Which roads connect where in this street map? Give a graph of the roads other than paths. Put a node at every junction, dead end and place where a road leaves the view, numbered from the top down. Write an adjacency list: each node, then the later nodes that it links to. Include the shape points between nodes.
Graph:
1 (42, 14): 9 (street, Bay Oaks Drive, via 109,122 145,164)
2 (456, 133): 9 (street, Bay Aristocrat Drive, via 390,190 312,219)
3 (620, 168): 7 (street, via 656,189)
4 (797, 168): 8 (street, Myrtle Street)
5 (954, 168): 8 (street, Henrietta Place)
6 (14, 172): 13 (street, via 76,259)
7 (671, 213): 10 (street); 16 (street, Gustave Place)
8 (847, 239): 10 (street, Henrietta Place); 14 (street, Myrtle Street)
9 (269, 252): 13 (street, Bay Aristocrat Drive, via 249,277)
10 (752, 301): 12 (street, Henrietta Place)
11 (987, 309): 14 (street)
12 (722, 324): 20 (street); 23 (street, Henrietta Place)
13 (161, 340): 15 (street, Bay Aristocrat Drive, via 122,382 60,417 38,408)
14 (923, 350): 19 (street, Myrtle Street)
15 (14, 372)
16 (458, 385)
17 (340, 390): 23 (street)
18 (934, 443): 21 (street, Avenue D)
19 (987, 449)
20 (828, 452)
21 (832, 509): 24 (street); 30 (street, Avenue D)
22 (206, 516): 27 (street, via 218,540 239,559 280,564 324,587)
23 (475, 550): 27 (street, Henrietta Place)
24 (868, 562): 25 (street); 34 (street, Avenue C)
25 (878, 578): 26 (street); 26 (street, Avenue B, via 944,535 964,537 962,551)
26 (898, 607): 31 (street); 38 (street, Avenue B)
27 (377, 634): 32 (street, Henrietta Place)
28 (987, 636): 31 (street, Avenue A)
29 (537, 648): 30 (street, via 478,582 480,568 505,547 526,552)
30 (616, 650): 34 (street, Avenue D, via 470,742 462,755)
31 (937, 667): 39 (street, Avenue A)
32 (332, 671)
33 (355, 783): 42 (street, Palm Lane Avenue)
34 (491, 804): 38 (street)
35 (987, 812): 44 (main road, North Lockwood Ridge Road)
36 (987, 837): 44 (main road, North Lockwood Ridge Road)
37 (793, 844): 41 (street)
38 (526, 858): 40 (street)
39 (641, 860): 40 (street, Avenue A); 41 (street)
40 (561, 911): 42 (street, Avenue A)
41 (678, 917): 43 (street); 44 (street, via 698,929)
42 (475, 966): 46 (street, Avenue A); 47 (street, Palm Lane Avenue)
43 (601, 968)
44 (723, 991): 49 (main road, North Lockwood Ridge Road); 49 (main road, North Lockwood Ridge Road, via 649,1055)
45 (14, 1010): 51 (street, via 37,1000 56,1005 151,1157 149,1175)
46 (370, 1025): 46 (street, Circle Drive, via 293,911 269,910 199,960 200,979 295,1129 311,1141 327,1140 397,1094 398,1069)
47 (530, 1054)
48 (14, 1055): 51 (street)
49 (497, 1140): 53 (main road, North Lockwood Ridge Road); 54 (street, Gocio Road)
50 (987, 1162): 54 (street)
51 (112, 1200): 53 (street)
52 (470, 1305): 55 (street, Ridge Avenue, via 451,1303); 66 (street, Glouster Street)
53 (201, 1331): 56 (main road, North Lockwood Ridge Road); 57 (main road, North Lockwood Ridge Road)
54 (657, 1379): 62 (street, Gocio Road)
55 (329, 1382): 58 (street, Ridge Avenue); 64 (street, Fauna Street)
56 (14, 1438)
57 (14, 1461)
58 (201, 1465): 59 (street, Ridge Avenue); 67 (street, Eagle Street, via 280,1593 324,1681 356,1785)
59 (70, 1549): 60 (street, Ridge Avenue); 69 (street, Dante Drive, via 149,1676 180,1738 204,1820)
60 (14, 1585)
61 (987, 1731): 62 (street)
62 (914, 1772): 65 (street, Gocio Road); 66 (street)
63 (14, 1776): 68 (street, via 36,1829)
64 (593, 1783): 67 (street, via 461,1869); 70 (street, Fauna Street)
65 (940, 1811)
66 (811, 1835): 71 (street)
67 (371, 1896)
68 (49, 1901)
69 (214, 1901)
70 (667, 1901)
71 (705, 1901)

□ □ □ □

_WHAT YOU ARE ASKED TO DO_.
When a line of the records has the word "Fauna", pick it out and copy it.

_WRITTEN SOLUTION_.
55 (329, 1382): 58 (street, Ridge Avenue); 64 (street, Fauna Street)
64 (593, 1783): 67 (street, via 461,1869); 70 (street, Fauna Street)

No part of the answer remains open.